The problem
Every line in the listing below that holds the word "Beim" should be returned.

Supplied material
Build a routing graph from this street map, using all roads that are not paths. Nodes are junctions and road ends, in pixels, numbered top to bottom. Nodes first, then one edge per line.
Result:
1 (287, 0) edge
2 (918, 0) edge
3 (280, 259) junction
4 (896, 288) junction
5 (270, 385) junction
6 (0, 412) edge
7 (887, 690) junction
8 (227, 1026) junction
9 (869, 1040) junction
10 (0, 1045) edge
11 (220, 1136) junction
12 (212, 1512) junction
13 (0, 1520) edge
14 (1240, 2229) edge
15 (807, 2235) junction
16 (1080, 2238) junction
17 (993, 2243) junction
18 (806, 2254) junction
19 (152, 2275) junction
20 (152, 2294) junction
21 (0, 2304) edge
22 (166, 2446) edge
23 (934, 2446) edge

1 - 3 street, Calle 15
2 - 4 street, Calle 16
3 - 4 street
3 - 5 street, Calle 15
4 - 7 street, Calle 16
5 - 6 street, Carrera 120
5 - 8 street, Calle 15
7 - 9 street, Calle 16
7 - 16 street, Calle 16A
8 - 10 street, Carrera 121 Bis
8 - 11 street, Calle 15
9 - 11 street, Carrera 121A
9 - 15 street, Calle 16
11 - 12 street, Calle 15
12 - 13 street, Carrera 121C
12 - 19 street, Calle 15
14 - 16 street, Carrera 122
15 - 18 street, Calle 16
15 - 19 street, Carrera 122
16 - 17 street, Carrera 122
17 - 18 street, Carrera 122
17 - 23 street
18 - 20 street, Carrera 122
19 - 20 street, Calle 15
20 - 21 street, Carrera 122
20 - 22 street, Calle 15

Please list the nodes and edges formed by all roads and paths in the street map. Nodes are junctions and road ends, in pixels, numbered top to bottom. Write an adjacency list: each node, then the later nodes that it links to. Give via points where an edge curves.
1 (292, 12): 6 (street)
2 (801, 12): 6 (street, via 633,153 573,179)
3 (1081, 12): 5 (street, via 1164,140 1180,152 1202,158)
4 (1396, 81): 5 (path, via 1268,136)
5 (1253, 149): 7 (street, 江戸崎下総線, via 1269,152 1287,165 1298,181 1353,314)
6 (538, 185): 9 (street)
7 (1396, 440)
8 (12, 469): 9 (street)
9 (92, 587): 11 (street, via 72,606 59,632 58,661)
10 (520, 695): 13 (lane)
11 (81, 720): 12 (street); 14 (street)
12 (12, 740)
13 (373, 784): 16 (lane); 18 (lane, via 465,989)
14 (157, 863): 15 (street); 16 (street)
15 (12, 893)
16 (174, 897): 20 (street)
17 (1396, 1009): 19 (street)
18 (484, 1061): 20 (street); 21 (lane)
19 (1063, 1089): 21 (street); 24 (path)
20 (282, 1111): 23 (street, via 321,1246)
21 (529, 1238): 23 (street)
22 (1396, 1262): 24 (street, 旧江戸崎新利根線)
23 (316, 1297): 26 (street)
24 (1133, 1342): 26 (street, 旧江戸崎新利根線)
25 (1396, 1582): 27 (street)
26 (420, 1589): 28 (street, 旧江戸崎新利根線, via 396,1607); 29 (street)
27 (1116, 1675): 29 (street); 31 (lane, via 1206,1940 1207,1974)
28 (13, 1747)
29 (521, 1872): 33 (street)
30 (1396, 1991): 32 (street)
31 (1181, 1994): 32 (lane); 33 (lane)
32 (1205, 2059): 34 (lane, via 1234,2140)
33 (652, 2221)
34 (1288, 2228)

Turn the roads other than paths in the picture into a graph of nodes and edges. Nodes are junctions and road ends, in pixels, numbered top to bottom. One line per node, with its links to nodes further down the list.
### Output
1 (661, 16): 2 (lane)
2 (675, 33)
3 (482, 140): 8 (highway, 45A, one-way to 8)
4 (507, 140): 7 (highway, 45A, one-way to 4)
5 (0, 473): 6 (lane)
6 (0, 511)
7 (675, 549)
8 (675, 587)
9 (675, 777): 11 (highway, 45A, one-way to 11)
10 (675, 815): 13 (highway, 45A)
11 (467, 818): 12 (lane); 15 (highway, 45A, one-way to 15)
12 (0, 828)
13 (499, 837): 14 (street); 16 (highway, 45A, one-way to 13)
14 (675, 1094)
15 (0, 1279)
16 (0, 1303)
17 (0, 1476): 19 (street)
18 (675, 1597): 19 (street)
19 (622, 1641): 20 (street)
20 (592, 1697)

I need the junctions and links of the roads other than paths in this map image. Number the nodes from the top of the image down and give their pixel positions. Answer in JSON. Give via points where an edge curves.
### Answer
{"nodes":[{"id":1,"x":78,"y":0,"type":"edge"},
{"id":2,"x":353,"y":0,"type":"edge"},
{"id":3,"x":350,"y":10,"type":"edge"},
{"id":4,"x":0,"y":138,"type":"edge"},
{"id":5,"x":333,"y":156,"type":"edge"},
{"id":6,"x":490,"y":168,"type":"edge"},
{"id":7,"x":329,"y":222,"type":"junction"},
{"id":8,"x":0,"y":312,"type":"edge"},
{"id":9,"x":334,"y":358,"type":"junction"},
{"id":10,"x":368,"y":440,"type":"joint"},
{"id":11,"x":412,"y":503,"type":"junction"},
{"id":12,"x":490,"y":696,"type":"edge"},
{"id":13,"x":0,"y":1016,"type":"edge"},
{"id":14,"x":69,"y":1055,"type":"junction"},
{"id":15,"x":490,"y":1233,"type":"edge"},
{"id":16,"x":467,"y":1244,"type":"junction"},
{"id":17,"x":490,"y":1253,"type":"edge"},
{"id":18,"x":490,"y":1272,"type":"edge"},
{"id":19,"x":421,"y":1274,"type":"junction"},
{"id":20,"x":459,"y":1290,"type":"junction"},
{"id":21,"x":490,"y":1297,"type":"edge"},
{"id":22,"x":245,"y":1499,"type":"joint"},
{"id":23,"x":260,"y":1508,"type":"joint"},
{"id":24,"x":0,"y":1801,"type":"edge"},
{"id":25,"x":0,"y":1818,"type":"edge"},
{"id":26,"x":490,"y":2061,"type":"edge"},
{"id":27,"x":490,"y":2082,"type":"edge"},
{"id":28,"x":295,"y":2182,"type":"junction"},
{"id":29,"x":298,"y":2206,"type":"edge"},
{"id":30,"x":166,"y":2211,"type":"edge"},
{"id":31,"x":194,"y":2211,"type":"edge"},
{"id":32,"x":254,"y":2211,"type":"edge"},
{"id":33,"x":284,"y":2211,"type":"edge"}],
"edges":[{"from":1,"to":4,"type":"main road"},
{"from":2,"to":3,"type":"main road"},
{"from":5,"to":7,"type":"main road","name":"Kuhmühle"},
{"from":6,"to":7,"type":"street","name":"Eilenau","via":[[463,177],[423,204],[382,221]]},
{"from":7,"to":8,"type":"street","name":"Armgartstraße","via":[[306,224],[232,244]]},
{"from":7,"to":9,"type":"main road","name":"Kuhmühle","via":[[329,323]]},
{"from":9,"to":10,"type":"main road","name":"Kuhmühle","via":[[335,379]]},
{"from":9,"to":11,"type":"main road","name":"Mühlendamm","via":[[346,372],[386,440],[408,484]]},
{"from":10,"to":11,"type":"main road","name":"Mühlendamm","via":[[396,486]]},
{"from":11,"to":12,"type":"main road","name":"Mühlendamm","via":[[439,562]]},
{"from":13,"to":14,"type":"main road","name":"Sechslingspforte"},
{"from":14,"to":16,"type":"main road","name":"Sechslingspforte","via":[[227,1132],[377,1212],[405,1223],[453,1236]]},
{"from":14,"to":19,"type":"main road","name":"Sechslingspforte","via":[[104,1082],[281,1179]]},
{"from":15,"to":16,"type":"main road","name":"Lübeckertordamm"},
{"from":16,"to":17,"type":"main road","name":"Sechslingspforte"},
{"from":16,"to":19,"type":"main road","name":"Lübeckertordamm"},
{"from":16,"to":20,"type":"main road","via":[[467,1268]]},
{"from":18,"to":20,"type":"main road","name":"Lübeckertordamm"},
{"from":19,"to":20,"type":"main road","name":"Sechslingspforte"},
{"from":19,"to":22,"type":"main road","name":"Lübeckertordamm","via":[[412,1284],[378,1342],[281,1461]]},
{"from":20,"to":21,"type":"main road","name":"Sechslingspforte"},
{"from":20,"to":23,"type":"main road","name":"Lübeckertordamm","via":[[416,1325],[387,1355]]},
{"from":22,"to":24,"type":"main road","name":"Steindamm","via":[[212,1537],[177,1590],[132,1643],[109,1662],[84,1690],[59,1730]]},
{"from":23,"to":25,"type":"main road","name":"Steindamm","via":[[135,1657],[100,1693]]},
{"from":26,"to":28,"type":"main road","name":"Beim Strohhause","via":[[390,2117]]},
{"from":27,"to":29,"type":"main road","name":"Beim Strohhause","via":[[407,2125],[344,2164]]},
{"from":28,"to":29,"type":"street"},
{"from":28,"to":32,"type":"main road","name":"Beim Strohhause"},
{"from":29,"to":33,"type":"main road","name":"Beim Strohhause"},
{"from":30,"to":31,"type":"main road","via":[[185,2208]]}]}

Written reply
{"from":26,"to":28,"type":"main road","name":"Beim Strohhause","via":[[390,2117]]},
{"from":27,"to":29,"type":"main road","name":"Beim Strohhause","via":[[407,2125],[344,2164]]},
{"from":28,"to":32,"type":"main road","name":"Beim Strohhause"},
{"from":29,"to":33,"type":"main road","name":"Beim Strohhause"},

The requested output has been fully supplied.